In [18]:
import os 
from langchain_community.document_loaders import PyPDFLoader, TextLoader, Docx2txtLoader, CSVLoader
from langchain_text_splitters import RecursiveCharacterTextSplitter
from langchain_ollama import OllamaEmbeddings
from langchain_community.vectorstores import FAISS
from config import CHUNK_SIZE, CHUNK_OVERLAP, MODEL

In [19]:
# Maps extensions to doc loaders
ext2loader = {
    ".csv": (CSVLoader, {}),
    ".docx": (Docx2txtLoader, {}),
    ".pdf": (PyPDFLoader, {}),
    ".txt": (TextLoader, {"encoding": "utf8"}),
}

Load document

In [20]:
def load_doc(file_path,print_report=False):
    file_extension = os.path.splitext(file_path)[1]

    if file_extension in ext2loader:
            
        loader_type, loader_args = ext2loader[file_extension]
        loader = loader_type(file_path, **loader_args)
        load = loader.load()

        # if print_report:
            # print(f"Number of pages: {len(load)}")
            # print(f"Length of a page: {len(load[1].page_content)}")
            # print("Content of a page:", load[1].page_content)
        
        return load

    raise ValueError(f" '{file_extension}' file type not supported")

Splitter

In [21]:
def splitter(documents,print_report=False):
    splitter = RecursiveCharacterTextSplitter(chunk_size=CHUNK_SIZE, chunk_overlap=CHUNK_OVERLAP)

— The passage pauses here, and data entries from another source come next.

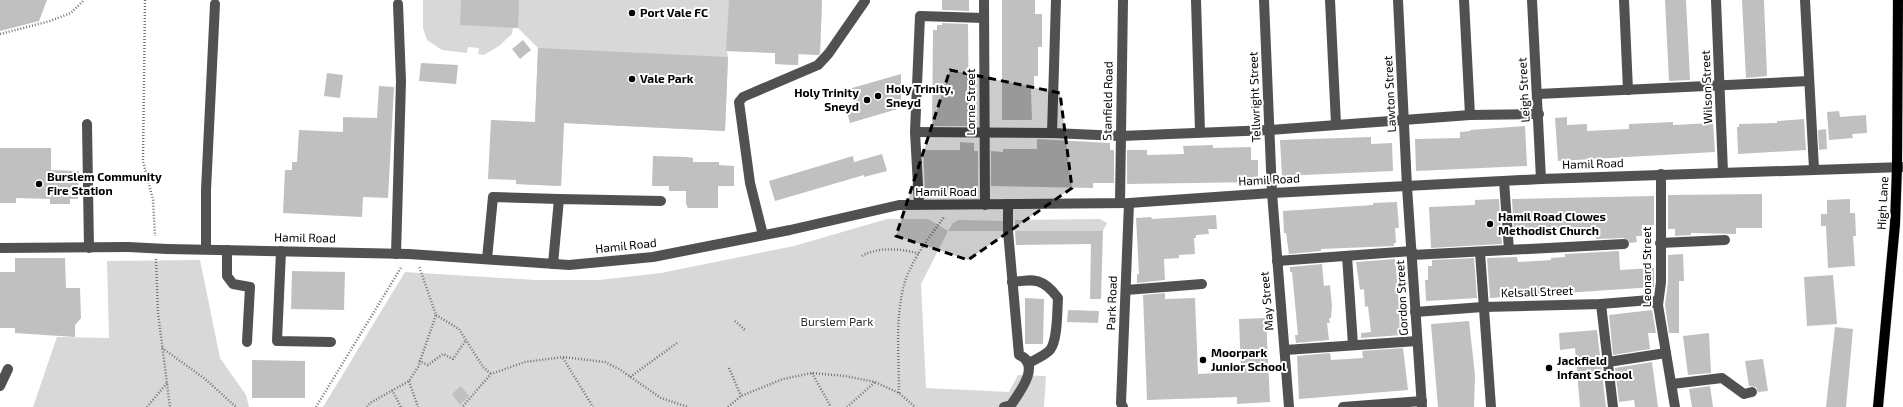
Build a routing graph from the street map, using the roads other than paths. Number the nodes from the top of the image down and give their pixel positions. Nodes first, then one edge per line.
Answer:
1 (984, 0) edge
2 (1056, 0) edge
3 (1123, 0) edge
4 (1196, 0) edge
5 (1264, 0) edge
6 (1330, 0) edge
7 (1398, 0) edge
8 (1464, 0) edge
9 (1532, 0) edge
10 (1624, 0) edge
11 (1716, 0) edge
12 (1805, 0) edge
13 (1898, 0) edge
14 (865, 1) edge
15 (215, 4) dead end
16 (398, 4) dead end
17 (984, 18) junction
18 (1900, 41) edge
19 (1809, 82) junction
20 (1720, 86) junction
21 (1628, 90) junction
22 (1538, 94) junction
23 (1539, 114) junction
24 (1470, 115) junction
25 (1405, 121) junction
26 (87, 124) dead end
27 (1336, 124) junction
28 (1269, 130) junction
29 (915, 132) junction
30 (984, 132) junction
31 (1200, 132) junction
32 (1052, 133) junction
33 (1120, 136) junction
34 (1900, 167) edge
35 (1814, 169) junction
36 (1723, 172) junction
37 (1661, 174) junction
38 (1541, 179) junction
39 (1504, 181) junction
40 (1407, 187) junction
41 (1272, 193) junction
42 (559, 199) junction
43 (662, 201) dead end
44 (1125, 203) junction
45 (919, 204) junction
46 (1008, 204) junction
47 (985, 205) junction
48 (763, 235) junction
49 (1725, 240) dead end
50 (1660, 242) junction
51 (1624, 244) dead end
52 (0, 248) edge
53 (89, 248) junction
54 (206, 249) junction
55 (227, 250) junction
56 (1509, 250) junction
57 (281, 251) junction
58 (1480, 252) junction
59 (1412, 253) junction
60 (396, 254) junction
61 (1347, 256) junction
62 (487, 259) junction
63 (1277, 261) junction
64 (553, 264) junction
65 (1012, 282) junction
66 (1202, 284) dead end
67 (1126, 290) junction
68 (1601, 304) junction
69 (1658, 305) junction
70 (1483, 307) junction
71 (1415, 312) junction
72 (1417, 341) junction
73 (247, 342) dead end
74 (331, 342) dead end
75 (1353, 345) junction
76 (1285, 350) junction
77 (1666, 353) junction
78 (1608, 362) junction
79 (1029, 363) junction
80 (8, 369) dead end
81 (1672, 384) junction
82 (0, 386) edge
83 (1752, 392) dead end
84 (1422, 404) edge
85 (1122, 406) edge
86 (1004, 407) edge
87 (1289, 407) edge
88 (1343, 407) edge
89 (1491, 407) edge
90 (1613, 407) edge
91 (1675, 407) edge
92 (1878, 407) edge

1 - 17 street, Lorne Street
2 - 32 street
3 - 33 street, Stanfield Road
4 - 31 street
5 - 28 street, Tellwright Street
6 - 27 street
7 - 25 street, Lawton Street
8 - 24 street
9 - 22 street, Leigh Street
10 - 21 street
11 - 20 street, Wilson Street
12 - 19 street
13 - 18 main road, High Lane
14 - 48 street
15 - 54 street
16 - 60 street
17 - 29 street
17 - 30 street, Lorne Street
18 - 34 main road, High Lane
19 - 20 street
19 - 35 street
20 - 21 street
20 - 36 street, Wilson Street
21 - 22 street
22 - 23 street, Leigh Street
23 - 24 street
23 - 38 street, Leigh Street
24 - 25 street
25 - 27 street
25 - 40 street, Lawton Street
26 - 53 street
27 - 28 street
28 - 31 street
28 - 41 street, Tellwright Street
29 - 30 street
29 - 45 street
30 - 32 street
30 - 47 street, Lorne Street
31 - 33 street
32 - 33 street
33 - 44 street, Stanfield Road
34 - 35 street, Hamil Road
34 - 92 main road, High Lane
35 - 36 street, Hamil Road
36 - 37 street, Hamil Road
37 - 38 street, Hamil Road
37 - 50 street, Leonard Street
38 - 39 street, Hamil Road
39 - 40 street, Hamil Road
39 - 56 street
40 - 41 street, Hamil Road
40 - 59 street, Gordon Street
41 - 44 street, Hamil Road
41 - 63 street, May Street
42 - 43 street
42 - 62 street
42 - 64 street
44 - 46 street, Hamil Road
44 - 67 street, Park Road
45 - 47 street, Hamil Road
45 - 48 street, Hamil Road
46 - 47 street, Hamil Road
46 - 65 street
48 - 64 street, Hamil Road
49 - 50 street
50 - 69 street, Leonard Street
51 - 56 street
52 - 53 street, Hamil Road
53 - 54 street, Hamil Road, bridge
54 - 55 street, Hamil Road
55 - 57 street, Hamil Road
55 - 73 street
56 - 58 street
57 - 60 street, Hamil Road
57 - 74 street
58 - 59 street
58 - 70 street
59 - 61 street
59 - 71 street, Gordon Street
60 - 62 street, Hamil Road
61 - 63 street
61 - 75 street
62 - 64 street, Hamil Road
63 - 76 street, May Street
65 - 79 street
65 - 79 street
66 - 67 street
67 - 85 street, Park Road
68 - 69 street, Kelsall Street
68 - 70 street, Kelsall Street
68 - 78 street
69 - 77 street, Leonard Street
70 - 71 street, Kelsall Street
70 - 89 street
71 - 72 street, Gordon Street
72 - 75 street
72 - 84 street, Gordon Street
75 - 76 street
76 - 87 street, May Street
77 - 78 street
77 - 81 street, Leonard Street
78 - 90 street
79 - 86 street
80 - 82 street
81 - 83 street
81 - 91 street, Leonard Street
84 - 88 street

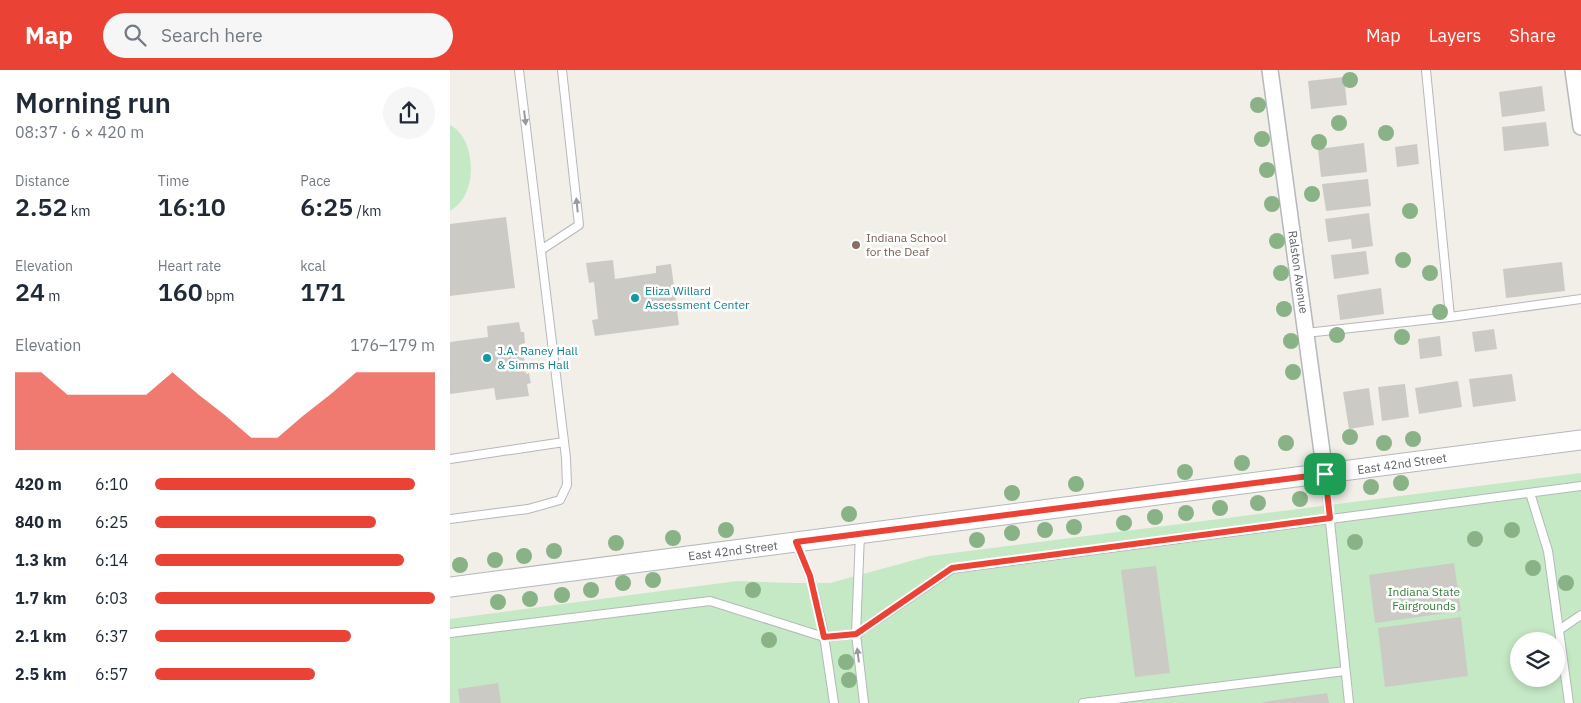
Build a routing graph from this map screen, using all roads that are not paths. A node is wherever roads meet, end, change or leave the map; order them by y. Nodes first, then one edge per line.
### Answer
1 (519, 70) edge
2 (562, 70) edge
3 (1270, 70) edge
4 (1426, 70) edge
5 (1573, 70) edge
6 (1581, 127) edge
7 (541, 250) junction
8 (1581, 299) edge
9 (1450, 317) junction
10 (1306, 333) junction
11 (1581, 440) edge
12 (564, 442) junction
13 (450, 458) edge
14 (1325, 474) junction
15 (1581, 486) edge
16 (1530, 493) junction
17 (1330, 518) junction
18 (450, 519) edge
19 (860, 534) junction
20 (796, 542) junction
21 (450, 587) edge
22 (1581, 615) edge
23 (1559, 630) junction
24 (450, 633) edge
25 (856, 634) junction
26 (824, 637) junction
27 (1345, 671) junction
28 (834, 703) edge
29 (864, 703) edge
30 (1083, 703) edge
31 (1349, 703) edge
32 (1569, 703) edge

1 -> 7 lane
7 -> 2 lane
3 - 10 street, Ralston Avenue
4 - 9 lane
5 - 6 street
7 - 12 lane
8 - 9 lane
9 - 10 lane
10 - 14 street, Ralston Avenue
11 - 14 street, East 42nd Street
12 - 13 lane
12 - 18 lane
14 - 17 lane
14 - 19 street, East 42nd Street
15 - 16 lane
16 - 17 lane
16 - 23 lane
17 - 25 lane
17 - 27 lane
19 - 20 street, East 42nd Street
19 - 25 lane
20 - 21 street, East 42nd Street
20 - 26 lane
22 - 23 lane
23 - 32 lane
24 - 26 lane
25 - 26 lane
29 -> 25 lane
26 - 28 lane
27 - 30 lane
27 - 31 lane

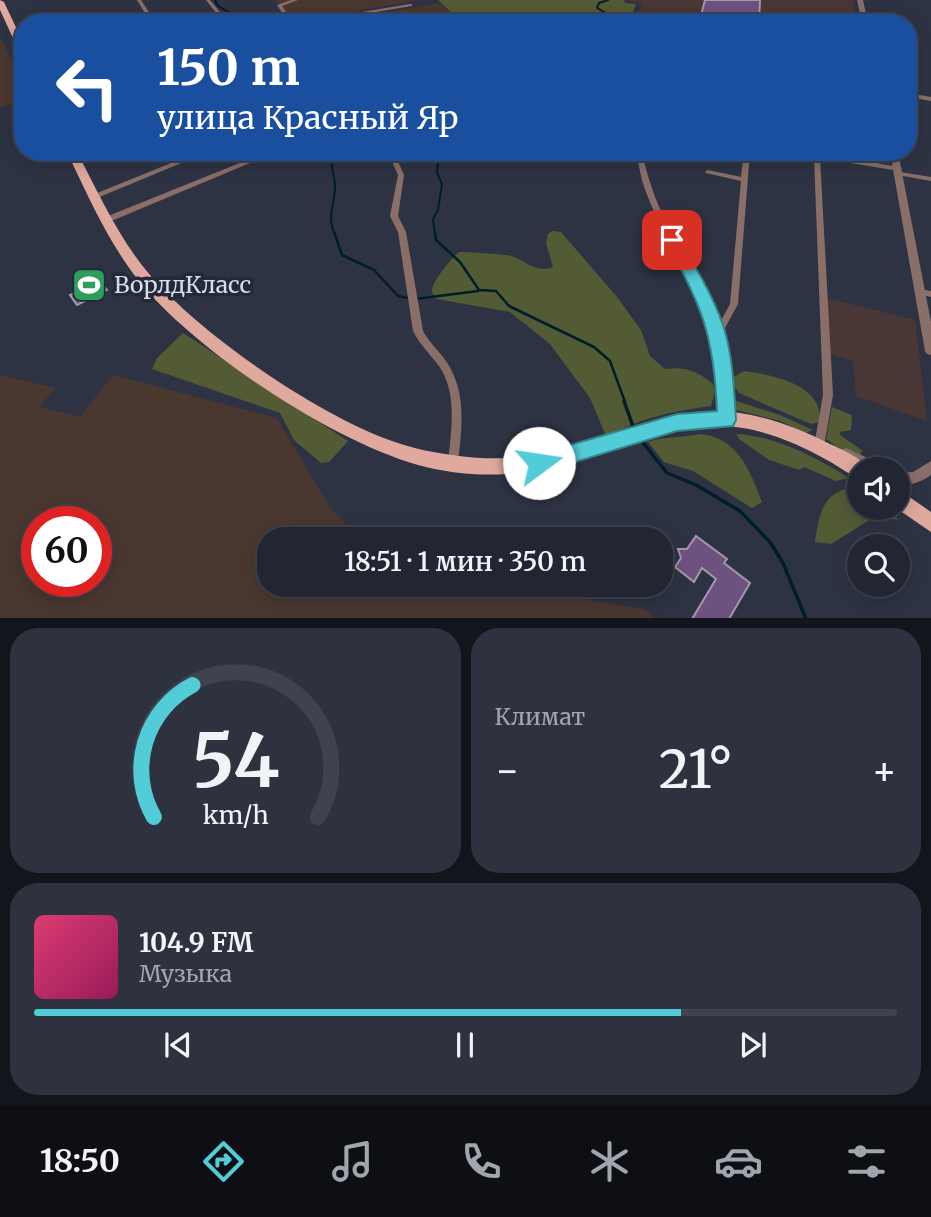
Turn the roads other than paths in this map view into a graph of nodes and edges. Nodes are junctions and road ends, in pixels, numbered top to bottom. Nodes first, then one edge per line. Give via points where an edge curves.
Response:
1 (208, 0) edge
2 (296, 0) edge
3 (0, 2) edge
4 (410, 5) dead end
5 (220, 14) edge
6 (286, 14) edge
7 (358, 14) edge
8 (14, 32) edge
9 (76, 161) edge
10 (182, 161) edge
11 (251, 161) edge
12 (395, 161) edge
13 (641, 161) dead end
14 (746, 161) edge
15 (817, 161) edge
16 (848, 161) edge
17 (896, 161) edge
18 (899, 171) junction
19 (708, 172) dead end
20 (931, 179) edge
21 (745, 180) junction
22 (94, 196) junction
23 (106, 220) junction
24 (926, 293) edge
25 (716, 328) junction
26 (931, 351) edge
27 (726, 420) junction
28 (819, 445) junction
29 (848, 457) edge
30 (453, 462) junction
31 (847, 462) edge
32 (931, 467) edge
33 (910, 479) edge
34 (910, 507) edge
35 (931, 523) edge

1 - 5 street
2 - 6 street via 279,5
3 - 8 main road
4 - 7 street
9 - 22 main road
10 - 22 street
11 - 23 street
12 - 30 street via 402,183 394,216 402,232 418,331 457,393
13 - 25 street via 653,202 699,286
14 - 21 street
15 - 28 street via 828,394
16 - 18 street
17 - 18 street
18 - 20 street
18 - 24 street
19 - 21 street
21 - 25 street via 734,304 722,326
22 - 23 main road
23 - 30 main road via 152,286 244,363 374,442
24 - 26 street
25 - 27 street
27 - 28 main road
27 - 30 main road via 701,418 539,463
28 - 29 street
28 - 31 main road
32 - 33 street
34 - 35 main road

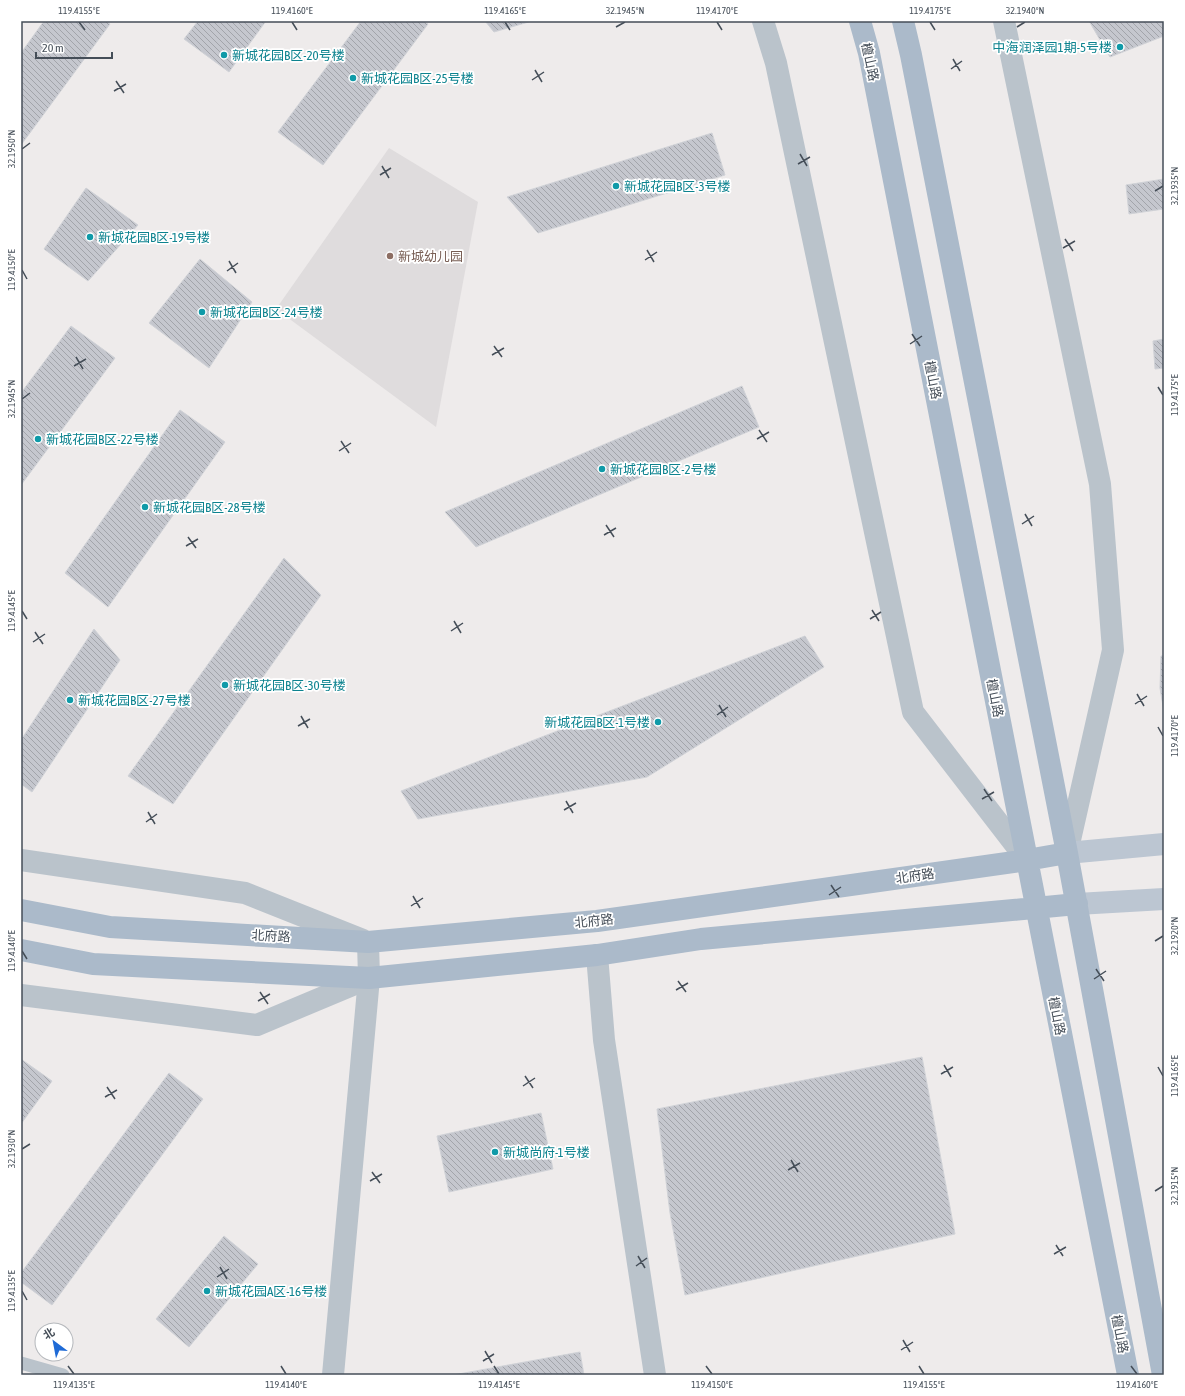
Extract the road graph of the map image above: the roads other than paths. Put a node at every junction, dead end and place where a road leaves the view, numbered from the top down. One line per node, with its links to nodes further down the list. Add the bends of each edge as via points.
1 (763, 21): 8 (street, via 776,63 913,712)
2 (860, 21): 8 (main road, 檀山路, via 869,53)
3 (903, 21): 6 (main road)
4 (1004, 21): 6 (street, via 1100,484 1113,650)
5 (1164, 844): 6 (main road, 北府路)
6 (1067, 853): 8 (main road, 北府路); 10 (main road)
7 (21, 860): 13 (street, via 245,893)
8 (1027, 860): 11 (main road, 檀山路); 13 (main road, 北府路, via 597,921)
9 (1164, 899): 10 (main road)
10 (1077, 904): 11 (main road); 23 (main road)
11 (1036, 907): 15 (main road, via 701,939); 22 (main road, 檀山路)
12 (21, 910): 13 (main road, 北府路, via 110,927)
13 (368, 942): 16 (street)
14 (21, 950): 16 (main road, via 93,964)
15 (597, 955): 16 (main road); 21 (street, via 604,1040)
16 (369, 978): 17 (street, via 257,1025); 20 (street)
17 (21, 995)
18 (21, 1364): 19 (lane)
19 (64, 1375)
20 (333, 1375)
21 (655, 1375)
22 (1128, 1375)
23 (1163, 1375)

    chunks = splitter.split_documents(documents)

    if print_report:
        print(f"Number of chunks: {len(chunks)}")
        print(f"Length of a chunk: {len(chunks[1].page_content)}")
        print("Content of a chunk:", chunks[1].page_content)

    return chunks

Convert to Word Embedding and Insert into Vector DB

In [22]:
def word_embeddings(chunks):
    embeddings = OllamaEmbeddings(model=MODEL)
    vectorstore = FAISS.from_documents(chunks, embeddings)

    vectorstore.save_local("faiss_index")
    
    return vectorstore 

Retriever

In [23]:
def retrieve(query,vectorstore):
    retriever = vectorstore.as_retriever()
    return retriever.invoke(query)

In [24]:
document = load_doc("got.txt", print_report=True)
chunks = splitter(document, print_report=True)
vectorstore = word_embeddings(chunks)

Number of chunks: 80
Length of a chunk: 145
Content of a chunk: The story begins when King Robert visits the northern castle Winterfell to ask Ned Stark to be his right-hand assistant, or Hand of the King. The


In [25]:
retrieve(query="where did the eggs come from?",vectorstore=vectorstore)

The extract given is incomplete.